Northbrook College
BA Fine Art
Littlehampton Road, Worthing,BN12 6NU
Deborah Jones
9 June 2022
There were 15 students exhibiting their work and the college had set up the work using 2 large studios and with supporting space on 4 corridor walls and 2 cabinets. The result was an excellent use of the space to showcase some very diverse and exciting work. I decided to visit the main studio first which displayed 7 students’ work which varied from oil paintings to drawing and work on paper. Each student’s work was allocated a section of the studio with standing dividers allowing the work to be displayed on 3 walls. This was complemented by the use of the corridor outside the studio being used to display some of the same students’ work. It was helpful to display the same artist’s work in a different setting although I suspect that the reason was to make sure that each student had all their best work on show.
May Beveridge’s work was the first work in the studio consisting of 3 images on board and an installation at the centre of her section of the studio. The natural light was on the far end of the studio but the studio lights caught the hanging sections of painted MDF and projected interesting shadows on the wall. The plastic cord and transparent plastic from which the installation was attached was barely visible so amplified the feeling that the boxes were in a suspension. The college had displayed some more work in the corridors which added up to 10 more works on the same theme of cardboard boxes. In the same studio Alison Wilkinson’s oil paintings were displayed in the space nearest to the natural light from the windows out to the quadrangle. The four large paintings selected on 3 walls was an excellent use of the space and the light.

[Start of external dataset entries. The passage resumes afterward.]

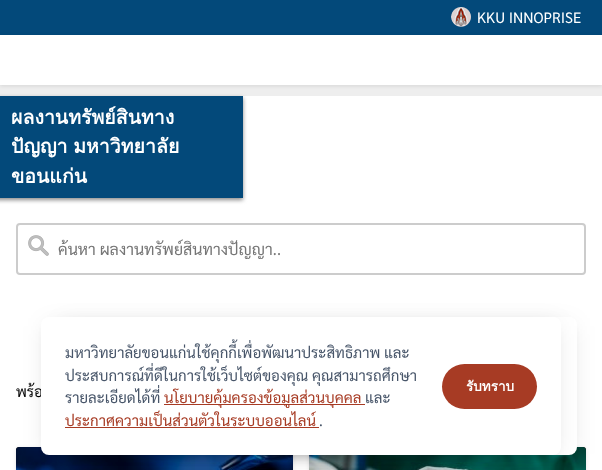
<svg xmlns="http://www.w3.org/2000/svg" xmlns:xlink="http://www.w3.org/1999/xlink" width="602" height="470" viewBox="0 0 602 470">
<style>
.cls-1{font:15px Sarabun;fill:#ffffff}
.cls-2{font:bold 19.5px Loma;fill:#ffffff}
.cls-3{font:16px Sarabun;fill:#757575}
.cls-4{font:15px Sarabun;fill:#000000}
.cls-5{font:15px Sarabun;fill:#475569}
.cls-6{font:15px Sarabun;fill:#a73b24}
.cls-7{font:bold 13.5px Loma;fill:#ffffff}
</style>
<defs>
<clipPath id="clip1"><rect x="58" y="238" width="506" height="21"/></clipPath>
</defs>
<rect width="100%" height="100%" fill="#eeeeee"/>
<rect fill="#03497a" x="0" y="0" width="602" height="35"/>
<image xlink:href="image0.png" x="451" y="7" width="20" height="20"/>
<rect fill="#000000" fill-opacity="0.1" filter="blur(2px)" x="0" y="36" width="602" height="50"/>
<rect fill="#ffffff" x="0" y="35" width="602" height="50"/>
<rect fill="#ffffff" x="0" y="96" width="602" height="374"/>
<rect fill="#000000" fill-opacity="0.1" filter="blur(2px)" x="16" y="448" width="277" height="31" rx="3"/>
<rect fill="#000000" x="16" y="447" width="277" height="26" rx="3"/>
<image xlink:href="image2.png" x="16" y="447" width="277" height="23"/>
<rect fill="#000000" fill-opacity="0.1" filter="blur(2px)" x="309" y="448" width="277" height="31" rx="3"/>
<rect fill="#000000" x="309" y="447" width="277" height="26" rx="3"/>
<image xlink:href="image3.png" x="309" y="447" width="277" height="23"/>
<rect fill="#000000" fill-opacity="0.1" filter="blur(5px)" x="63" y="331" width="508" height="126" rx="2"/>
<rect fill="#000000" fill-opacity="0.1" filter="blur(12.5px)" x="62" y="326" width="510" height="128" rx="3"/>
<rect fill="#ffffff" x="57" y="317" width="520" height="138" rx="8"/>
<rect fill="#888888" filter="blur(2px)" x="-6" y="98" width="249" height="102"/>
<rect fill="#03497a" x="0" y="96" width="243" height="102"/>
<image xlink:href="image1.png" x="28" y="235" width="21" height="21"/>
<rect fill="none" stroke="#cccccc" stroke-width="2" x="17" y="224" width="568" height="50" rx="3"/>
<rect fill="#000000" fill-opacity="0.1" filter="blur(5px)" x="47" y="331" width="508" height="126" rx="2"/>
<rect fill="#000000" fill-opacity="0.1" filter="blur(12.5px)" x="46" y="326" width="510" height="128" rx="3"/>
<text class="cls-1" x="477" y="23">KKU INNOPRISE</text>
<text class="cls-2"><tspan x="11" y="124">ผลงานทรัพย์สินทาง</tspan><tspan x="11" y="153" word-spacing="-1">ปัญญา มหาวิทยาลัย</tspan><tspan x="11" y="183">ขอนแก่น</tspan></text>
<g clip-path="url(#clip1)">
<text class="cls-3" x="58" y="255">ค้นหา ผลงานทรัพย์สินทางปัญญา..</text>
</g>
<text class="cls-4" x="16" y="397">พร้อ</text>
<rect fill="#ffffff" x="41" y="317" width="520" height="138" rx="8"/>
<text class="cls-5"><tspan x="65" y="358">มหาวิทยาลัยขอนแก่นใช้คุกกี้เพื่อพัฒนาประสิทธิภาพ และ</tspan><tspan x="65" y="381">ประสบการณ์ที่ดีในการใช้เว็บไซต์ของคุณ คุณสามารถศึกษา</tspan><tspan x="65" y="403">รายละเอียดได้ที่</tspan></text>
<rect fill="#a73b24" x="164" y="404" width="201" height="1"/>
<text class="cls-6" x="164" y="403">นโยบายคุ้มครองข้อมูลส่วนบุคคล</text>
<text class="cls-5" x="365" y="403">และ</text>
<text class="cls-6" x="65" y="426">ประกาศความเป็นส่วนตัวในระบบออนไลน์</text>
<rect fill="#a73b24" x="65" y="427" width="254" height="1"/>
<text class="cls-5" x="319" y="426">.</text>
<rect fill="#a73b24" x="442" y="364" width="95" height="45" rx="22.5"/>
<text class="cls-7" x="466" y="391">รับทราบ</text>
</svg>
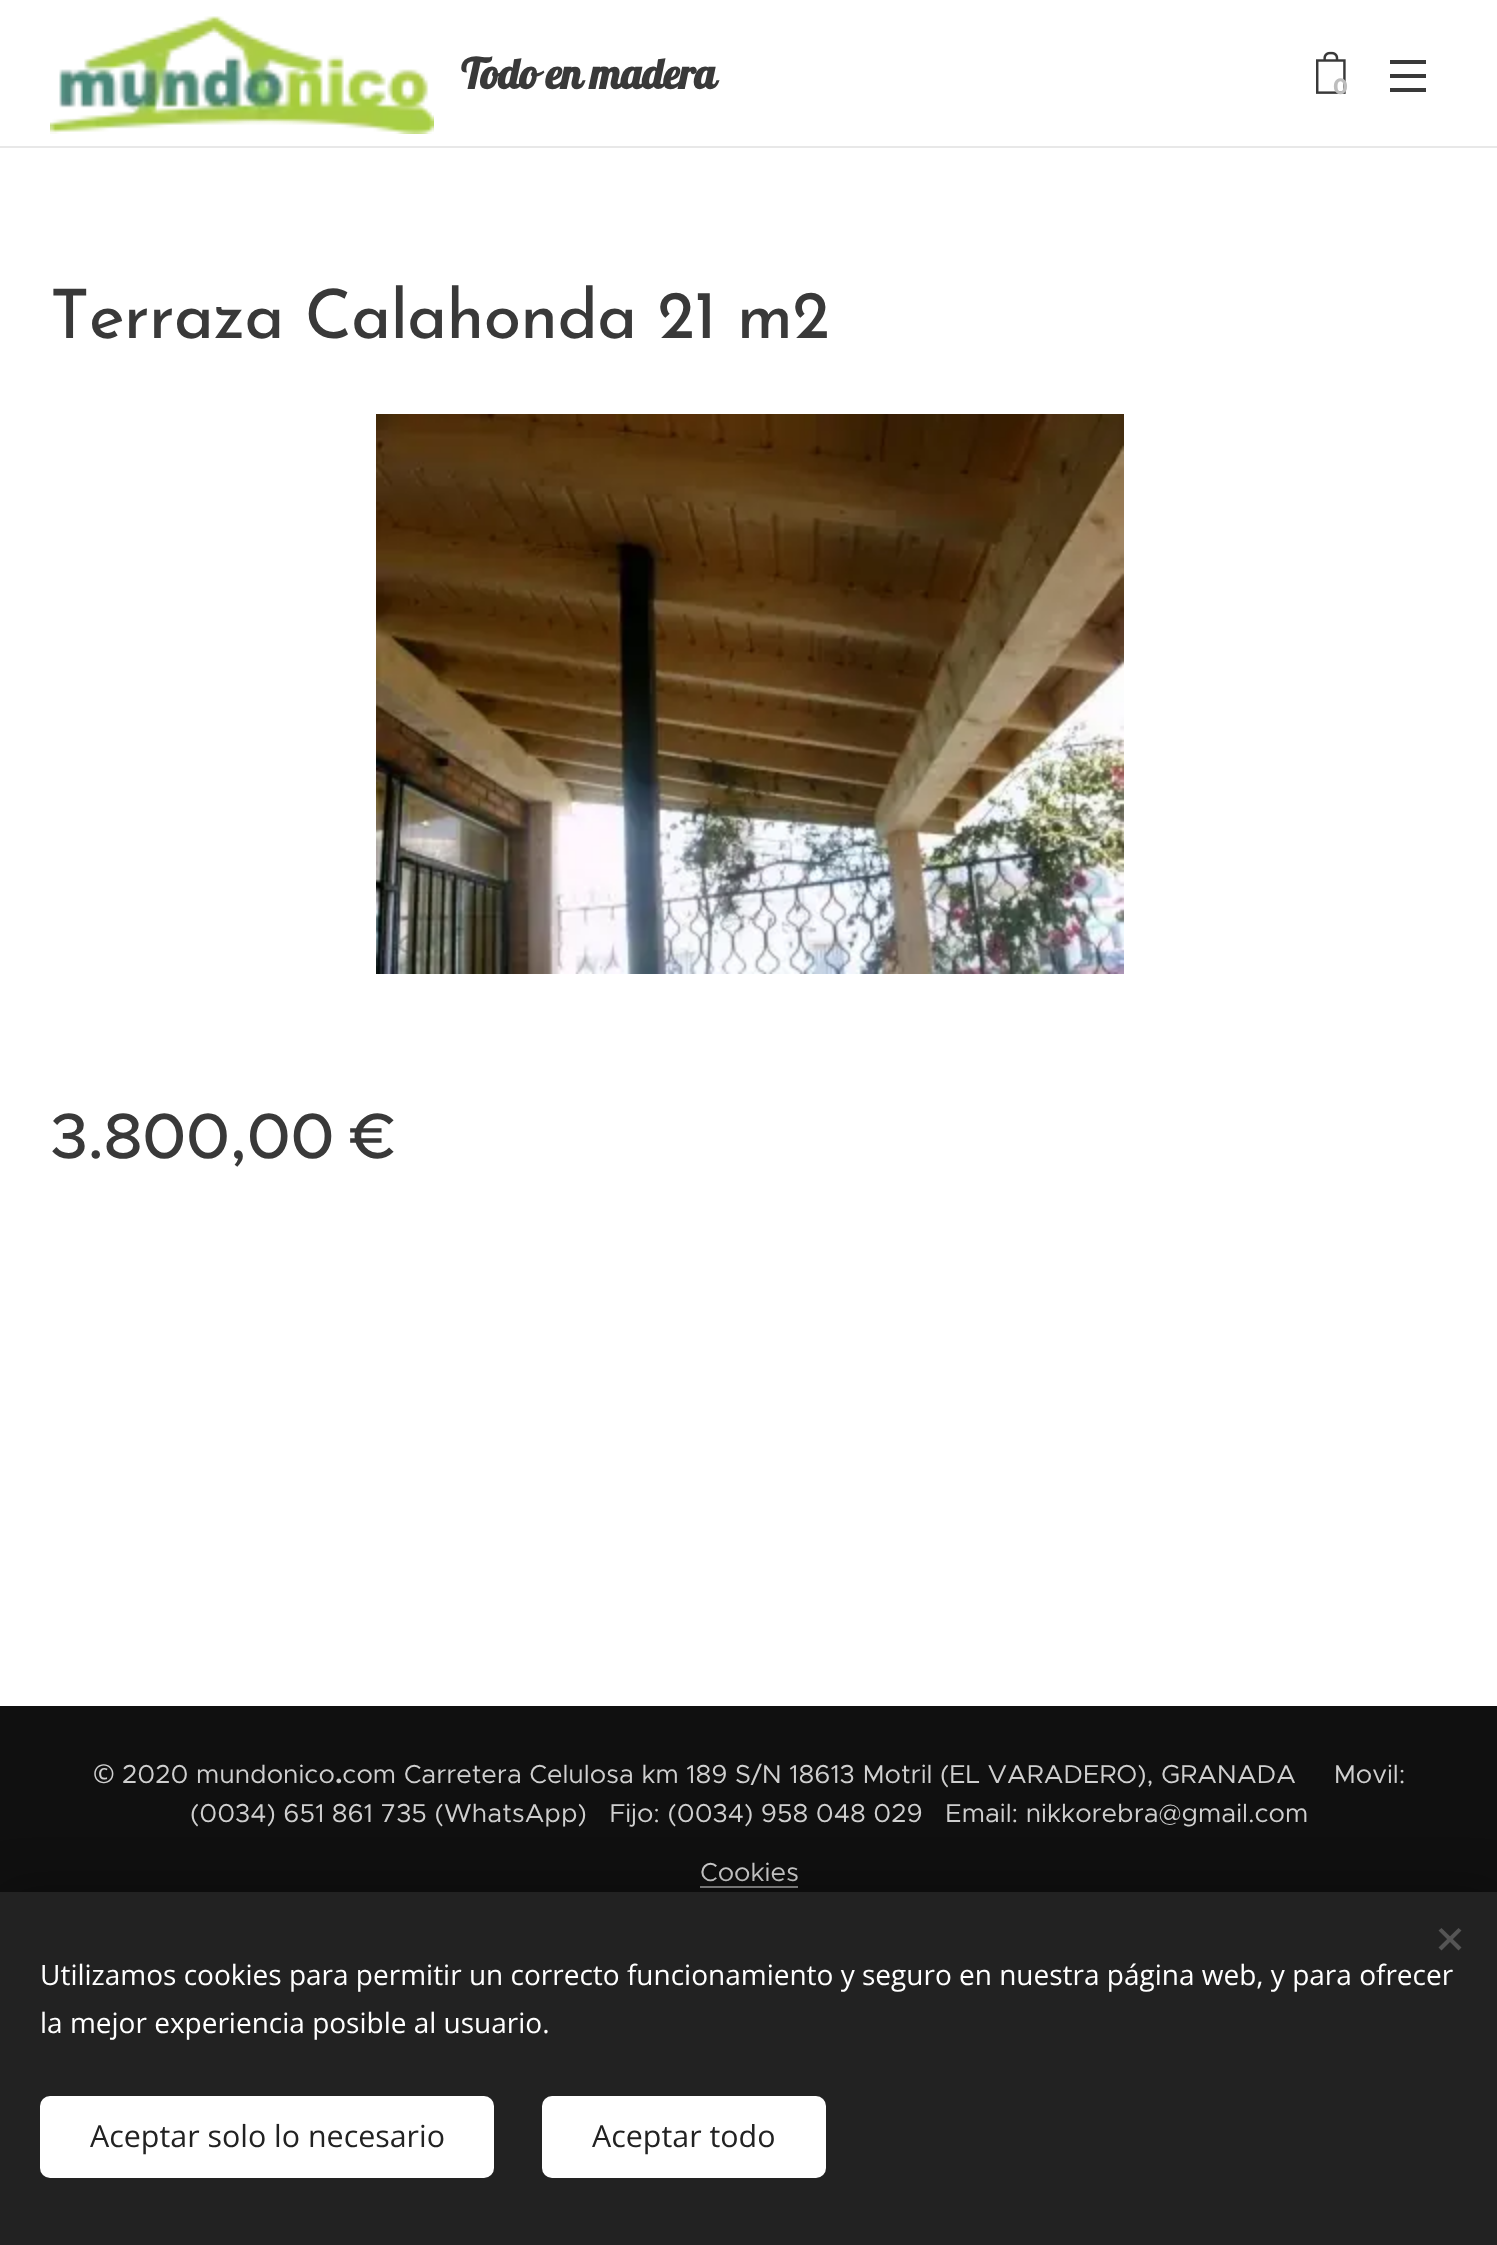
<!DOCTYPE html>
<meta charset="utf-8">
<style>body { margin: 0 } canvas { display: block }</style>
<canvas id="canvas" width="1497" height="2245"></canvas>
<script type="module">
  const canvas = document.getElementById("canvas");
  const ctx = canvas.getContext("2d");
  ctx.miterLimit = 4;
  ctx.fontKerning = "none";
  async function loadImage(src) {
    const img = new Image();
    img.src = src;
    await img.decode();
    return img;
  }

  ctx.fillStyle = "#ffffff";
  ctx.fillRect(0, 0, 1497, 2245);
  ctx.drawImage(await loadImage("img1.png"), 50, 16, 384, 118);
  ctx.letterSpacing = "-0.7px";
  ctx.font = "bold 42px Lobster";
  ctx.fillStyle = "#393939";
  ctx.fillText("Todo en madera", 461, 89);
  ctx.drawImage(await loadImage("img2.png"), 1316, 51, 30, 43);
  ctx.letterSpacing = "0px";
  ctx.font = "bold 22px Montserrat";
  ctx.fillStyle = "#bebebe";
  ctx.fillText("0", 1333, 94);
  ctx.fillStyle = "#393939";
  ctx.fillRect(1390, 74, 36, 4);
  ctx.fillRect(1390, 60, 36, 4);
  ctx.fillRect(1390, 88, 36, 4);
  ctx.fillStyle = "#e8e8e8";
  ctx.fillRect(0, 146, 1497, 2);
  ctx.letterSpacing = "-0.7px";
  ctx.font = "68px Josefin Sans";
  ctx.fillStyle = "#393939";
  ctx.fillText("Terraza Calahonda 21 m2", 50, 338);
  ctx.drawImage(await loadImage("img3.png"), 376, 414, 748, 560);
  ctx.font = "500 64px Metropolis";
  ctx.fillText("3.800,00 €", 50, 1158);
  ctx.fillStyle = "#101010";
  ctx.fillRect(0, 1706, 1497, 186);
  ctx.letterSpacing = "0px";
  ctx.font = "26px Noto Sans";
  ctx.fillStyle = "#cfcfcf";
  ctx.fillText("©", 93, 1783);
  ctx.font = "26px Metropolis";
  ctx.fillText("2020 mundonico com Carretera Celulosa km 189 S/N 18613 Motril (EL VARADERO), GRANADA     Movil:", 122, 1783);
  ctx.font = "bold 26px Metropolis";
  ctx.fillText(".", 335, 1783);
  ctx.font = "26px Metropolis";
  ctx.fillText("(0034) 651 861 735 (WhatsApp)   Fijo: (0034) 958 048 029   Email: nikkorebra@gmail.com", 190, 1822);
  ctx.fillText("Cookies", 700, 1881);
  ctx.fillStyle = "#888888";
  ctx.fillRect(700, 1886, 98, 2);
  ctx.fillStyle = "rgba(0, 0, 0, 0.33)";
  ctx.filter = "blur(25px)";
  ctx.beginPath();
  ctx.rect(0, 1892, 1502, 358);
  ctx.fill();
  ctx.filter = "none";
  ctx.fillStyle = "#222222";
  ctx.fillRect(0, 1892, 1497, 353);
  ctx.fillStyle = "#555555";
  ctx.beginPath();
  ctx.moveTo(1438.5, 1947.5);
  ctx.lineTo(1458.5, 1928);
  ctx.lineTo(1461.5, 1930.5);
  ctx.lineTo(1441.5, 1950.5);
  ctx.closePath();
  ctx.fill();
  ctx.beginPath();
  ctx.moveTo(1441.5, 1928);
  ctx.lineTo(1461.5, 1947.5);
  ctx.lineTo(1458.5, 1950.5);
  ctx.lineTo(1438.5, 1930.5);
  ctx.closePath();
  ctx.fill();
  ctx.font = "28px Open Sans";
  ctx.fillStyle = "#ffffff";
  ctx.fillText("Utilizamos cookies para permitir un correcto funcionamiento y seguro en nuestra página web, y para ofrecer", 40, 1985);
  ctx.fillText("la mejor experiencia posible al usuario.", 40, 2033);
  ctx.beginPath();
  ctx.roundRect(40, 2096, 454, 82, 10);
  ctx.fill();
  ctx.font = "30.4px Open Sans";
  ctx.fillStyle = "#222222";
  ctx.fillText("Aceptar solo lo necesario", 90, 2147);
  ctx.fillStyle = "#ffffff";
  ctx.beginPath();
  ctx.roundRect(542, 2096, 284, 82, 10);
  ctx.fill();
  ctx.fillStyle = "#222222";
  ctx.fillText("Aceptar todo", 592, 2147);
</script>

In the second studio the works of Caroline Dewing were well spaced and eye catching and she had a comments book and I noticed several people expressing interest in seeing more of her work. The figurative work of Kristine Bandzinaite was also displayed in this studio. Only a few works but they were very large. I walked along the corridors where there was also work displayed. It was a natural circuit around the quadrangle and the other 2 studios so you did not miss any student’s work. Anna Ford’s large oil paintings of cowes in a farmyard setting were shown to their best advantage in the corridor setting with separate spaces for 2 large works. It could have been dark but the artificial lighting made sure this student was not at any disadvantage.
It was an excellent degree show. The fact that there were so many students graduating and that there was such a wide range of works on display which apart from the works already mentioned included large charcoal and pastel drawings by Maria Strickland, Lucy Unsted and Tara Doe and collages by Morgan Evans and Tia Phillips wonderful use of words on teeth to express the importance of words and communication.